> **EXERCISE PROMPT**:
Nothing but the records themselves, exactly as written and free of pictures, should appear in your response.
<<<<
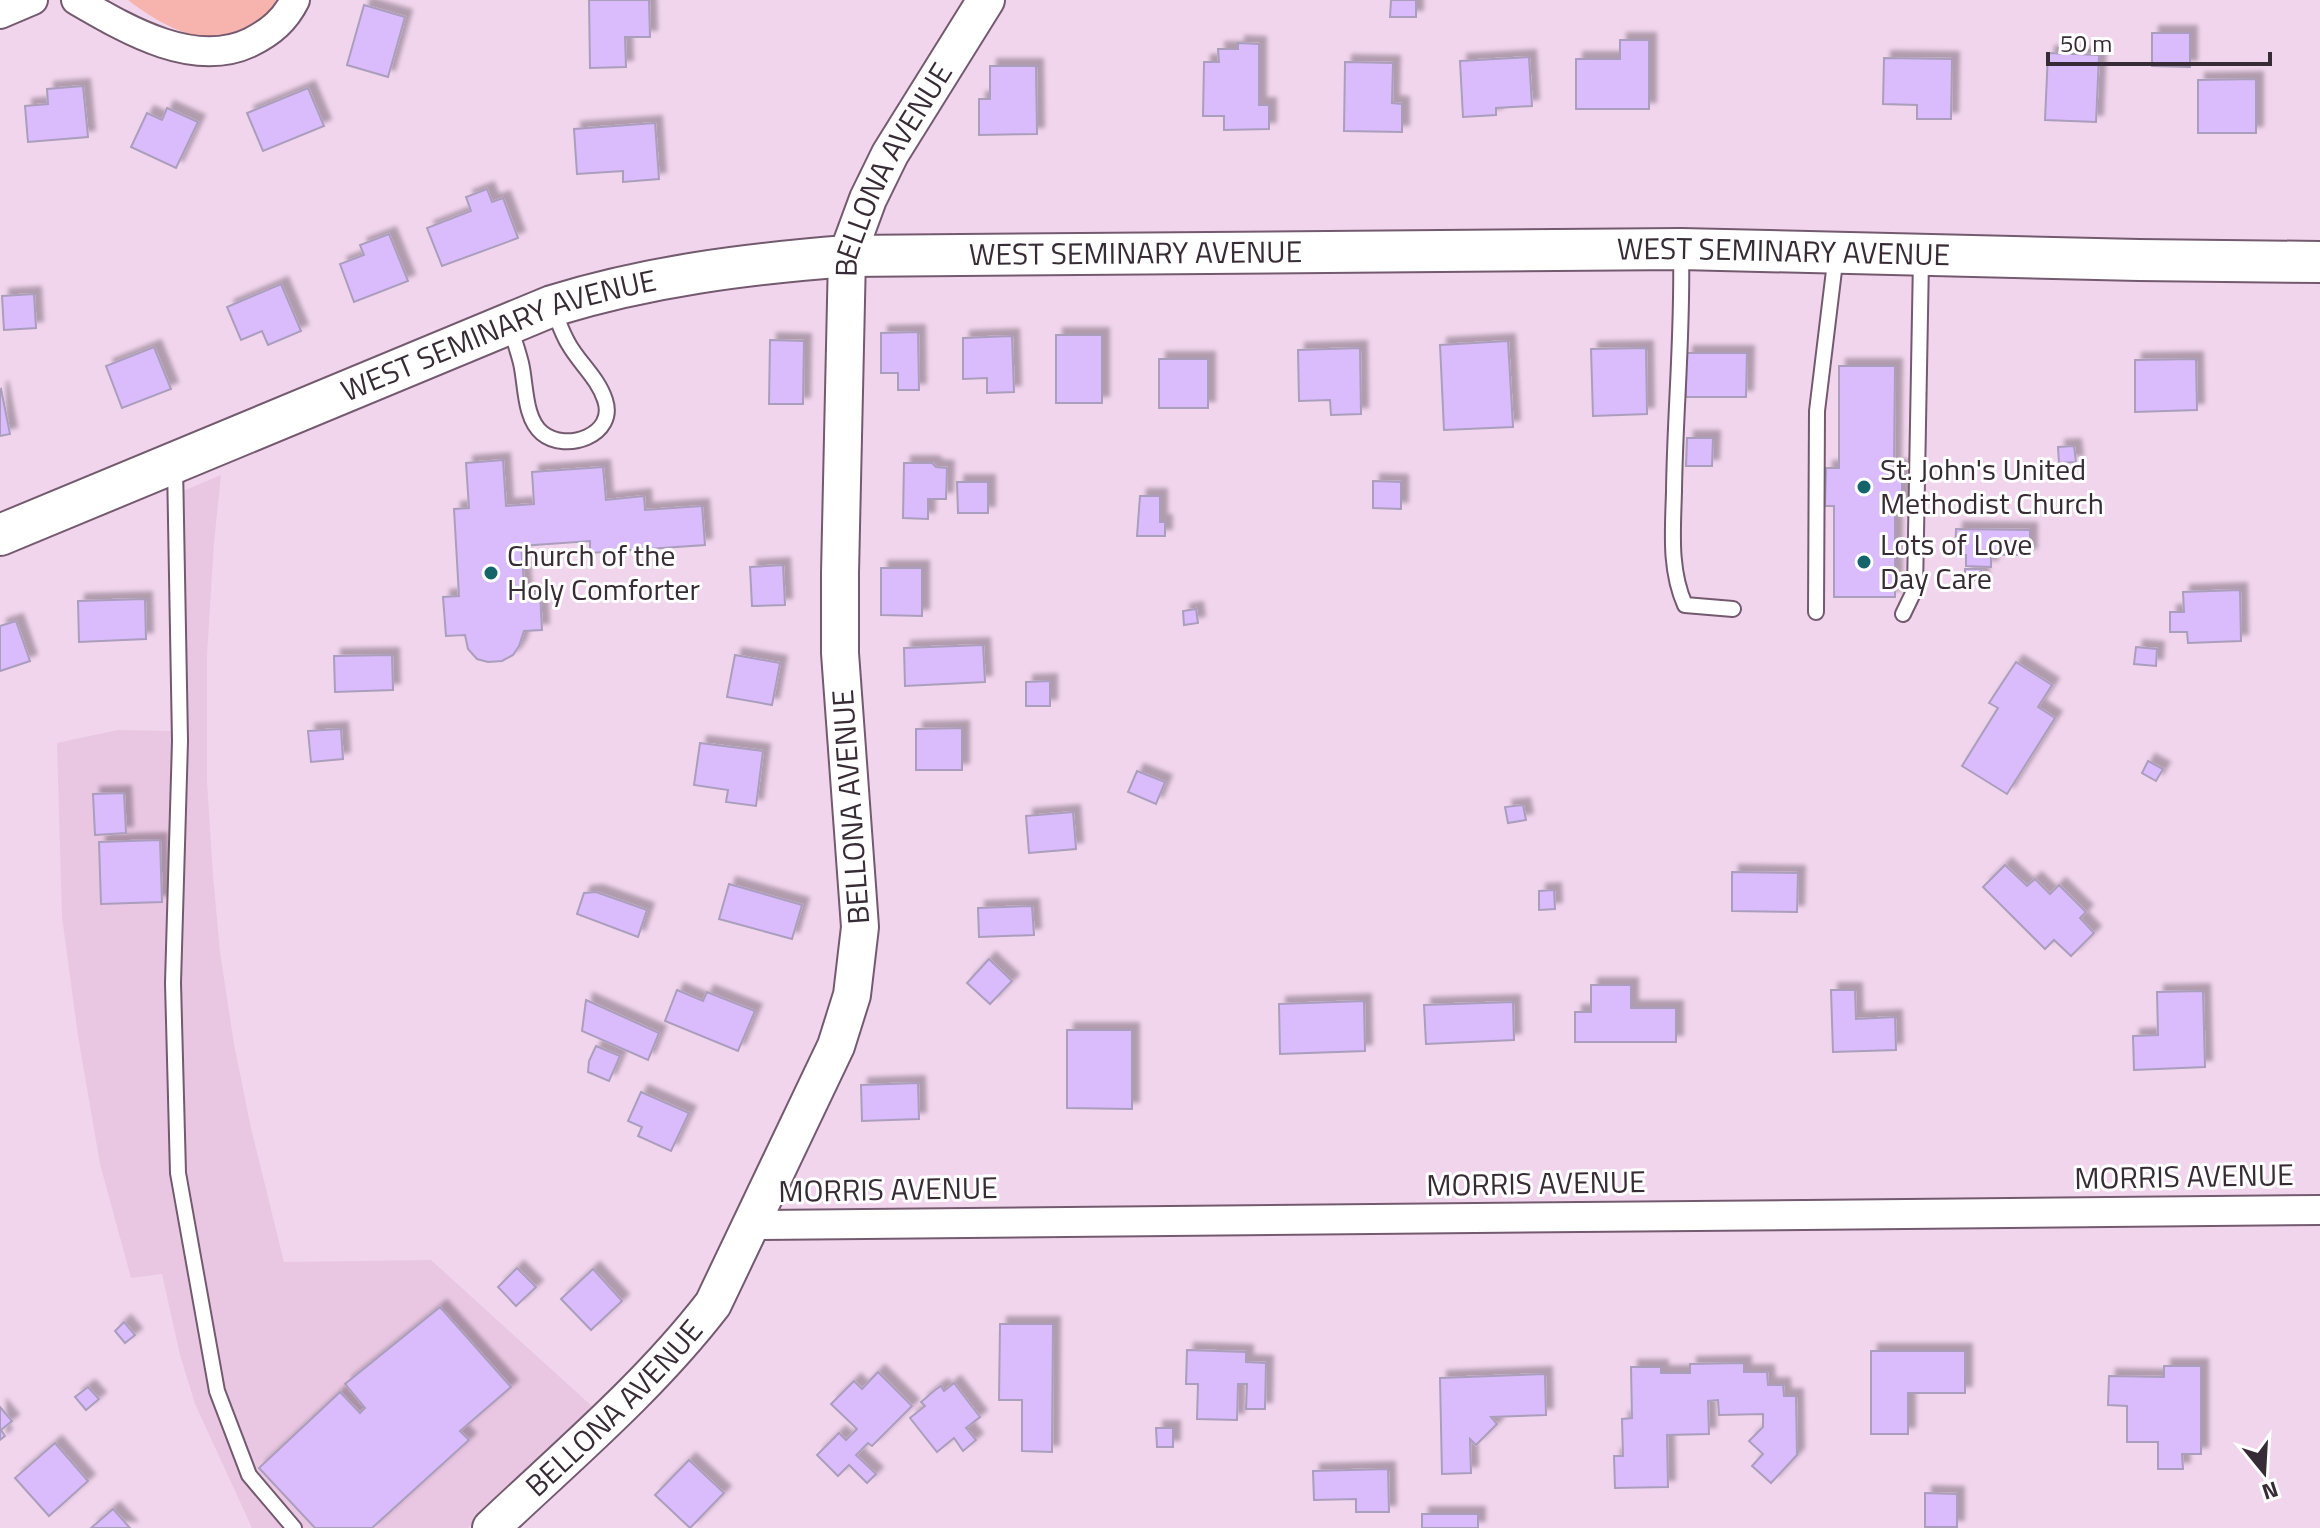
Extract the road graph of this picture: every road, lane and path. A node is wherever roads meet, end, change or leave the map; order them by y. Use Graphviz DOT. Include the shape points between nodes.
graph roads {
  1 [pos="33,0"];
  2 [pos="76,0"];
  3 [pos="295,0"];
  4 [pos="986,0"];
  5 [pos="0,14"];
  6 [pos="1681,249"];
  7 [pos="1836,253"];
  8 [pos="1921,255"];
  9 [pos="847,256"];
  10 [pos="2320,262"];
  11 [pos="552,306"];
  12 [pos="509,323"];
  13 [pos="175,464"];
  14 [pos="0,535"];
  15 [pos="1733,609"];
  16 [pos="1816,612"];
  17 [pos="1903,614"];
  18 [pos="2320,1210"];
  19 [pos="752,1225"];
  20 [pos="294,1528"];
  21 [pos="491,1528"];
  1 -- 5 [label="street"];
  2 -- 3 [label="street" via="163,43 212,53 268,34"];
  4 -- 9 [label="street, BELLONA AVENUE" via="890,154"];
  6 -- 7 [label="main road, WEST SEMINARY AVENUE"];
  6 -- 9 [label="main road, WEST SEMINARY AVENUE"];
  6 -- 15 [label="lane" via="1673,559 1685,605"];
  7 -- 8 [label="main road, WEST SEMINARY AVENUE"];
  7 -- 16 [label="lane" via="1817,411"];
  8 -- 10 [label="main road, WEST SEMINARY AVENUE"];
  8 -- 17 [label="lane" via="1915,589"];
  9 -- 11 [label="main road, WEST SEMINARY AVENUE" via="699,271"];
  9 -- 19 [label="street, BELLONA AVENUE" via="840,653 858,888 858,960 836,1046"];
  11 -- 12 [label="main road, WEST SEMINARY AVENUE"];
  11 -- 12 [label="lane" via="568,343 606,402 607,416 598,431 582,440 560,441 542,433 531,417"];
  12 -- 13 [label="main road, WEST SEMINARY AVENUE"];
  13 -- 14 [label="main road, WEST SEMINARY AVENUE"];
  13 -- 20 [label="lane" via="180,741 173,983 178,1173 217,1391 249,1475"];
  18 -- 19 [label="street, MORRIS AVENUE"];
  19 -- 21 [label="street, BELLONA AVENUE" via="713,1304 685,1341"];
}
>>>>
> **YOUR SOLUTION**:
Extract the road graph of this picture: every road, lane and path. A node is wherever roads meet, end, change or leave the map; order them by y. Use Graphviz DOT. Include the shape points between nodes.
graph roads {
  1 [pos="33,0"];
  2 [pos="76,0"];
  3 [pos="295,0"];
  4 [pos="986,0"];
  5 [pos="0,14"];
  6 [pos="1681,249"];
  7 [pos="1836,253"];
  8 [pos="1921,255"];
  9 [pos="847,256"];
  10 [pos="2320,262"];
  11 [pos="552,306"];
  12 [pos="509,323"];
  13 [pos="175,464"];
  14 [pos="0,535"];
  15 [pos="1733,609"];
  16 [pos="1816,612"];
  17 [pos="1903,614"];
  18 [pos="2320,1210"];
  19 [pos="752,1225"];
  20 [pos="294,1528"];
  21 [pos="491,1528"];
  1 -- 5 [label="street"];
  2 -- 3 [label="street" via="163,43 212,53 268,34"];
  4 -- 9 [label="street, BELLONA AVENUE" via="890,154"];
  6 -- 7 [label="main road, WEST SEMINARY AVENUE"];
  6 -- 9 [label="main road, WEST SEMINARY AVENUE"];
  6 -- 15 [label="lane" via="1673,559 1685,605"];
  7 -- 8 [label="main road, WEST SEMINARY AVENUE"];
  7 -- 16 [label="lane" via="1817,411"];
  8 -- 10 [label="main road, WEST SEMINARY AVENUE"];
  8 -- 17 [label="lane" via="1915,589"];
  9 -- 11 [label="main road, WEST SEMINARY AVENUE" via="699,271"];
  9 -- 19 [label="street, BELLONA AVENUE" via="840,653 858,888 858,960 836,1046"];
  11 -- 12 [label="main road, WEST SEMINARY AVENUE"];
  11 -- 12 [label="lane" via="568,343 606,402 607,416 598,431 582,440 560,441 542,433 531,417"];
  12 -- 13 [label="main road, WEST SEMINARY AVENUE"];
  13 -- 14 [label="main road, WEST SEMINARY AVENUE"];
  13 -- 20 [label="lane" via="180,741 173,983 178,1173 217,1391 249,1475"];
  18 -- 19 [label="street, MORRIS AVENUE"];
  19 -- 21 [label="street, BELLONA AVENUE" via="713,1304 685,1341"];
}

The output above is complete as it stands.